Rasmus talks about the appeal of calling your project something starting with 'php' (and what it means for the bug reports to the PHP language itself) and, at the end, the importance of making the language easy to learn.

Not Just Solving the Problems That You Get Assigned to You from a Textbook

June 19th, 2006

Joey deVilla links to (and helpfully summarizes) 15 Exercises for Learning a New Programming Language. The second exercise covers writing an application or script that generates the Fibonacci series. Once, in a fit of boredom—either that or some misguided attempt to learn programming "the proper way"—I dug out my old C++ book from university. Yes, I took Computer Science 101 in the days just before the universities started teaching Java in its introductory classes. One of the exercises was to program a function that shows up to x numbers in the Fibonacci series, forever made famous in my head in an episode of Mathnet back in the day on PBS, part of the mini-series that included the talking parrot ("one one two three five, eureka!"). After trying a recursive function—something I've never been able to do unless the algorithm was given to me (something about learning how to write sorting routines, which I've long forgotten so it's a good thing programming languages come with them built-in now)—I gave up.

To my relief, I had earlier seen a comment on Slashdot recommending programmers learn by solving their own problems. (And by seen on Slashdot, I mean seen on Seen on Slash.) The problems I needed solving involved things the various CMS platforms couldn't do out-of-the-box (from Blogger to Movable Type to WordPress to Drupal, all needed a little PHP help to make things just right). With the last two, I looked at the source of plugins and modules, respectively, to reverse-engineer how established programmers did things. Not that I claim to be in any way typical in how I learned to program, but there are others who looked at the CMS' code and APIs and improved their programming skills. So any advice on learning a new language that doesn't include "use libraries and APIs" (why duplicate effort?) and "reverse engineer code from projects and programmers you respect" should be the top two items. I could use a healthy dose of math and statistics to buttress my intermediate PHP scripting level (my highest level of scientific thinking is high-school at best). Though the Slashdot commenter probably underestimates the value of exercises (hockey players get better at skating backwards by practicing skating backwards, and initial skating lessons help in learning proper technique and habits early), solving your own problems is, for many, a more effective way to learn, not just solving the problems that you get assigned to you from a textbook.

A week passes after writing the above and Joey links to some more exercises, which “seem a little more "real world"”: calculations, data structures and libraries. I came close to writing an RSS feed creation library before stumbling on FeedCreator.class.php. I had to hack it to allow for the creation of multiple <category> elements (checking to see if it was passed an array or a string).

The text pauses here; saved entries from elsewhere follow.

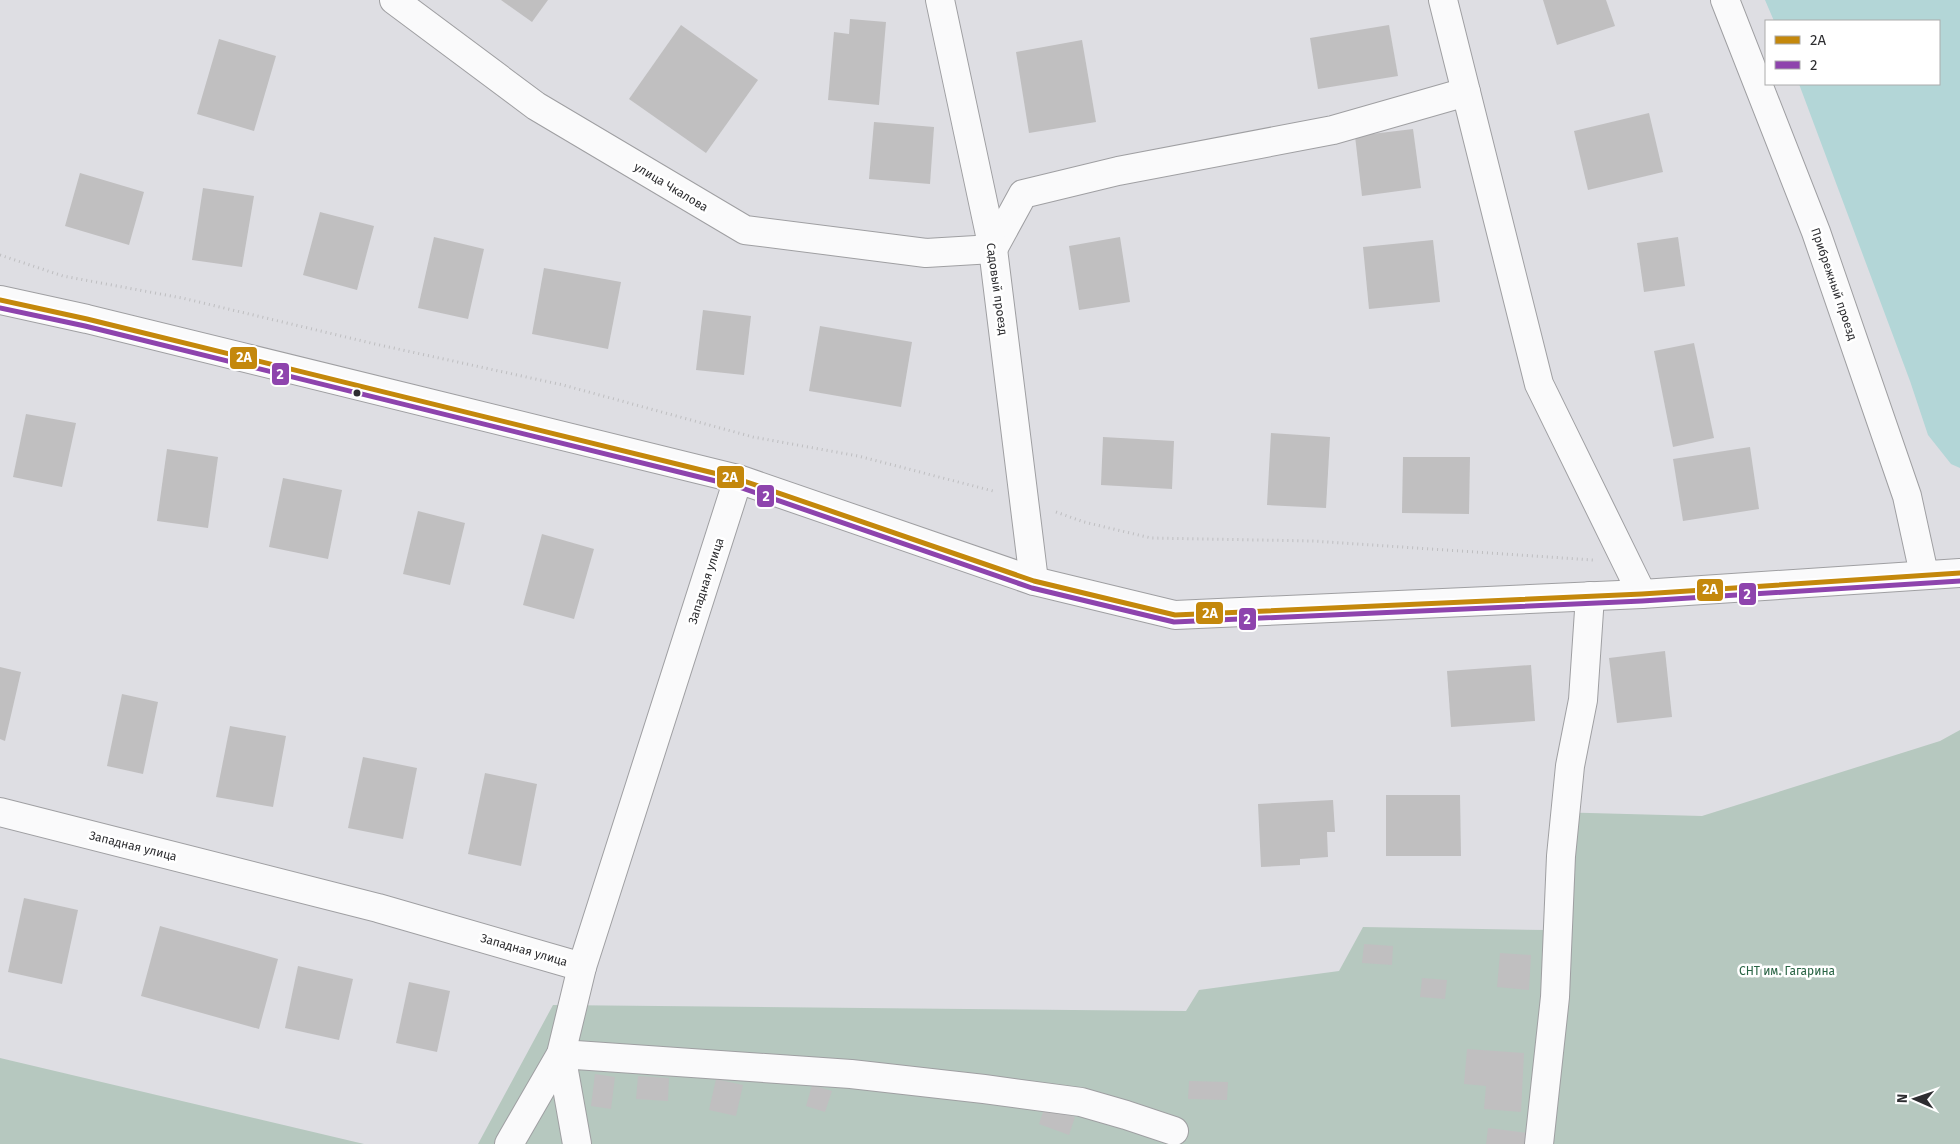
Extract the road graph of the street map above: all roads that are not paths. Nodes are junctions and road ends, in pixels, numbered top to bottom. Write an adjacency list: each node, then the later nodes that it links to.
1 (394, 0): 6 (street, улица Чкалова)
2 (940, 0): 6 (street, Садовый проезд)
3 (1443, 0): 5 (street)
4 (1725, 0): 10 (street, Прибрежный проезд)
5 (1466, 92): 6 (street); 12 (street)
6 (993, 249): 11 (street, Садовый проезд)
7 (0, 300): 8 (street)
8 (738, 479): 11 (street); 15 (street, Западная улица)
9 (1960, 573): 10 (street)
10 (1924, 574): 12 (street)
11 (1034, 581): 13 (street)
12 (1642, 594): 13 (street)
13 (1590, 596): 20 (street)
14 (0, 812): 15 (street, Западная улица)
15 (582, 967): 16 (street)
16 (561, 1054): 17 (street); 18 (street); 19 (street)
17 (1174, 1131)
18 (509, 1144)
19 (577, 1144)
20 (1539, 1144)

The moral of the story is that sometimes problems are already solved for you, but you sometimes have to go the last mile.

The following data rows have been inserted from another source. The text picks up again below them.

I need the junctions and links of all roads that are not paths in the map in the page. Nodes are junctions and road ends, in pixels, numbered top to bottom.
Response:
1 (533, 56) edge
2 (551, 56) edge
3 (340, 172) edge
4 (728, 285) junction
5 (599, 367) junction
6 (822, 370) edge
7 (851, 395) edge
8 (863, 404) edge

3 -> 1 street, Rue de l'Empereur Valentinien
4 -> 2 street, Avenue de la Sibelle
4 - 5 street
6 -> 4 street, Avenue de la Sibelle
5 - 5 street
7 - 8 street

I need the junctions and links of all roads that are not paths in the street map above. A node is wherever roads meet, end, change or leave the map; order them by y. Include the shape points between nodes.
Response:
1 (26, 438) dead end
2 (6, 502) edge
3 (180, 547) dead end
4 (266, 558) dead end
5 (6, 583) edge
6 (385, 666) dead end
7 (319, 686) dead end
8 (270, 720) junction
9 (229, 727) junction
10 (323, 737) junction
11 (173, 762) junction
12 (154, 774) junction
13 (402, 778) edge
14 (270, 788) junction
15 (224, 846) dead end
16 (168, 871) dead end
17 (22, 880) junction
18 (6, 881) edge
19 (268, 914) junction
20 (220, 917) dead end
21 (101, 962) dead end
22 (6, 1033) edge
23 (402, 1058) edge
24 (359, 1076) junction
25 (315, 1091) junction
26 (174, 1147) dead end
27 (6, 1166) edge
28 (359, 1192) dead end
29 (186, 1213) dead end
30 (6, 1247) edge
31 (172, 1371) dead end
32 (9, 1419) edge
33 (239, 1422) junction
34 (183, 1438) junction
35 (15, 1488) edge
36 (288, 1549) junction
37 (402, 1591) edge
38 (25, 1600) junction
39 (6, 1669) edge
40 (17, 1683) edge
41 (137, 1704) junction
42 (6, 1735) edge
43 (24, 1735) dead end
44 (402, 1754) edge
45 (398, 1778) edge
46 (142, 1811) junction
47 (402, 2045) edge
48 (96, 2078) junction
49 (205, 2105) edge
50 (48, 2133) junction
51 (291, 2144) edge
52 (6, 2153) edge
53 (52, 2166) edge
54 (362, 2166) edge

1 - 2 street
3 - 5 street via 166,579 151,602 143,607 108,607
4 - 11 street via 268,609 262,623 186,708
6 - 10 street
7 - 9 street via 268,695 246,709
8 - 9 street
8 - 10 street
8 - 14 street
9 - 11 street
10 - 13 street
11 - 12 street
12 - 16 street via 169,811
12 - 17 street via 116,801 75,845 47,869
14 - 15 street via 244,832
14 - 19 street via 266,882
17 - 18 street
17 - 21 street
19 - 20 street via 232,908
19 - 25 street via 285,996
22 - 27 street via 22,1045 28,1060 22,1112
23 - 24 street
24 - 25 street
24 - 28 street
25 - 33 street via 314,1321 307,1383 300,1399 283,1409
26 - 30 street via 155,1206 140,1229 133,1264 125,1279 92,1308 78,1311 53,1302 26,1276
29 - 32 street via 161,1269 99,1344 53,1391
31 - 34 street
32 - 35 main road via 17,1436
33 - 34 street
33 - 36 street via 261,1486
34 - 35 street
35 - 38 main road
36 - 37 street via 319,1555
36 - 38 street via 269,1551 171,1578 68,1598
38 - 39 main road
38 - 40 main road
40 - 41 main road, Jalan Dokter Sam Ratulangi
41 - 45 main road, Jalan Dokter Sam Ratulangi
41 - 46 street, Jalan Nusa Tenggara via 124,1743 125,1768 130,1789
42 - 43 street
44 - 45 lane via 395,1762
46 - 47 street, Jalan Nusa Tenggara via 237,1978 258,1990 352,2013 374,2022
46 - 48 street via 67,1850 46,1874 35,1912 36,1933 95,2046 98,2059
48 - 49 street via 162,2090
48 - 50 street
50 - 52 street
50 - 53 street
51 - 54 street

Install Drupal on a memory stick or keychain hard drive »

The instructions are for Windows, though conceivably you could do it for Linux and Mac computers as well.

How to compile the GD image library on Mac OS X »

The instructions are great (just download the libraries and copy & paste the commands). Now to make it work with PHP.

Overriding PHP's max_execution time in PHP »

This came in handy when doing some intense stuff with Drupal, much, I'm sure, to the chagrin of my web host.

Rasmus plays around with the Flickr API and PHP 5 »

Looks like he essentially rewrote the phpFlickr library.

Kris writes about the coding I did over the weekend of a Flickr module for Drupal (it's only in alpha stage at this writing) »

I'm only an intermediate-level PHP programmer, but Flickr's open API and a library that does the XML parsing for me made it a lot easier than it could have been.

del.icio.us PHP class »

Saved me from having to write XML-parsing functions for a weekend project.

Open-source PHP framework for creating AJAX applications »

In other words, Drupal doesn't have to re-invent the wheel (no idea if Apache License 2.0 is compatible with GPL, though).